It's a unique combination of badam tres leche cake and fresh mango, and that's all you need to know.

Come by and give it a try. Manga season won't last forever.

Coco Jujubee Cooler

You know a drink's going to be good when it’s called 'Coco Jujubee Cooler'.

That, and that you’re probably going to be doing strange things once you’ve had one too many. (Just kidding. Or are we?!)

  Coco jaanejaanaa...

Coco jaanejaanaa...

But first things first. What is a ‘jujubee’?

If you find yourself asking that question then you probably haven’t spent too much time in the south of the sub-continent, and even lesser time indulging in its classic cinema and sweetmeat offerings.

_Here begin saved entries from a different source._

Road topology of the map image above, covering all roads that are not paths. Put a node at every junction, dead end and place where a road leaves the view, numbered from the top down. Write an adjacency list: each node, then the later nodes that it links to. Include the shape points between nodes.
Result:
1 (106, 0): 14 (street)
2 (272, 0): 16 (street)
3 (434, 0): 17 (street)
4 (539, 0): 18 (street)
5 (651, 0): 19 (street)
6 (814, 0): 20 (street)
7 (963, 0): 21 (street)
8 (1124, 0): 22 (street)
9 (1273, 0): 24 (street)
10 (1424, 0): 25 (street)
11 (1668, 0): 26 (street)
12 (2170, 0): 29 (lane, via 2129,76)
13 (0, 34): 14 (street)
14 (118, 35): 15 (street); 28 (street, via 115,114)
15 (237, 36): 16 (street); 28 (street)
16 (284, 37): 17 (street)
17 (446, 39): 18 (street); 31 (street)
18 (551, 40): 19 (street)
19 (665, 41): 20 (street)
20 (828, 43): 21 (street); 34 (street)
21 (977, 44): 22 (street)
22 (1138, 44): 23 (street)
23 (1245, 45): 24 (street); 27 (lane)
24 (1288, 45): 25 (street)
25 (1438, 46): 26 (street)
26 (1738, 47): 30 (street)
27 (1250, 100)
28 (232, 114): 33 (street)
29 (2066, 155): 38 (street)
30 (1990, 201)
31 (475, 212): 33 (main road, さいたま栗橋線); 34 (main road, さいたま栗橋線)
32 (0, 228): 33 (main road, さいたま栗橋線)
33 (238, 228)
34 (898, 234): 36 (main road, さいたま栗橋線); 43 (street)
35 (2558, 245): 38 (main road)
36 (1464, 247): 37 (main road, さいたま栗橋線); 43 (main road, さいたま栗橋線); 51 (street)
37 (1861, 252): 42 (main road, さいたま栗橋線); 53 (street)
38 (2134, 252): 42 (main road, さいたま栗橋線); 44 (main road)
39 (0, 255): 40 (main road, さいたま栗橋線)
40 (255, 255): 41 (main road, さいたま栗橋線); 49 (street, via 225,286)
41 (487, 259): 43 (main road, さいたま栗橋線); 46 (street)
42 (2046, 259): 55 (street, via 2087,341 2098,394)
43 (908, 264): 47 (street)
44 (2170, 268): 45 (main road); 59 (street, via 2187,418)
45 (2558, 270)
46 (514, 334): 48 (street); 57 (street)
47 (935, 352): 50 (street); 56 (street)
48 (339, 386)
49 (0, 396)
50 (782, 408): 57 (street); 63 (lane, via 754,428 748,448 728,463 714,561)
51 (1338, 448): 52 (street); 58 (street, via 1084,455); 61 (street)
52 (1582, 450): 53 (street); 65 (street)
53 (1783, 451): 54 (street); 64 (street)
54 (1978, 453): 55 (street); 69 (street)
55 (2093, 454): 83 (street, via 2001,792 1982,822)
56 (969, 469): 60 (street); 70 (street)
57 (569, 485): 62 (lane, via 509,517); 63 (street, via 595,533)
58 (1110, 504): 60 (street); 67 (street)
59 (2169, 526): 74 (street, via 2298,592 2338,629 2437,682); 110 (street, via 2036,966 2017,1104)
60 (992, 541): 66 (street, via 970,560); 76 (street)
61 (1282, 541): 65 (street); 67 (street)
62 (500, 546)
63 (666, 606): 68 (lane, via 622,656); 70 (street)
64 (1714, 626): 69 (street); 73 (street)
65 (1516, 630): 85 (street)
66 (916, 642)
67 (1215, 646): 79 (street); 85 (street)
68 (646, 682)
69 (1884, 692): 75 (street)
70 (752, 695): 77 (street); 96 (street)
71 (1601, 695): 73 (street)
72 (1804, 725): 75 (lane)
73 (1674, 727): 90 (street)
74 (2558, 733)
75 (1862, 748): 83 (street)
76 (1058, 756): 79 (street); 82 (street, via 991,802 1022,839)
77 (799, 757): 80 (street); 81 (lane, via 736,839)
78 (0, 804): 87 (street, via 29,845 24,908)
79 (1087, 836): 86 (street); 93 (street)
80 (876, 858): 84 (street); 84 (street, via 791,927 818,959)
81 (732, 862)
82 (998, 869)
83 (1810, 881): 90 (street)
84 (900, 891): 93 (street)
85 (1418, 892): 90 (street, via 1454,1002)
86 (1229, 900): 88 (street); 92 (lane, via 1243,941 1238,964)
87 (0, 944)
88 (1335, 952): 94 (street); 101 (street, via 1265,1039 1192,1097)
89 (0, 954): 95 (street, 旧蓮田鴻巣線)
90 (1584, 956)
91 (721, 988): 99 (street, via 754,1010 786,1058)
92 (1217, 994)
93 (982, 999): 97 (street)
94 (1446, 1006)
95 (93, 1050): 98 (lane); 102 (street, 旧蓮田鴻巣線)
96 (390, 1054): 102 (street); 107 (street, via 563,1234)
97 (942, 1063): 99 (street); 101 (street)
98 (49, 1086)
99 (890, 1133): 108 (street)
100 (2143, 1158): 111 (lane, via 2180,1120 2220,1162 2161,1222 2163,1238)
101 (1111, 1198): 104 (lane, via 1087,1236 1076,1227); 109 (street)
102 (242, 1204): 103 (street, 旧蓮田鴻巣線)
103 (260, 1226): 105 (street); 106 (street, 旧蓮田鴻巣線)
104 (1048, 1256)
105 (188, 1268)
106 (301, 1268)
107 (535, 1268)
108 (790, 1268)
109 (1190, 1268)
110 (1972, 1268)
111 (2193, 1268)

For ‘jujubee’ ( or ‘jujube’ as it is more popularly spelt) is a word so versatile that you could either be talking about a chewy, squishy sweet usually with a sugary coating, or describing a very waste fellow. 

The former a favourite amongst schoolchildren of all kinds, and the latter a colloquial term for a cheap or ‘chillar’ fellow, made famous by our dearly beloved Rajni aka Superstar aka Thalaiva, which then obviously became a favourite word amongst all humans in the Universe and realms beyond.

So decoding the meaning depends a lot on the context.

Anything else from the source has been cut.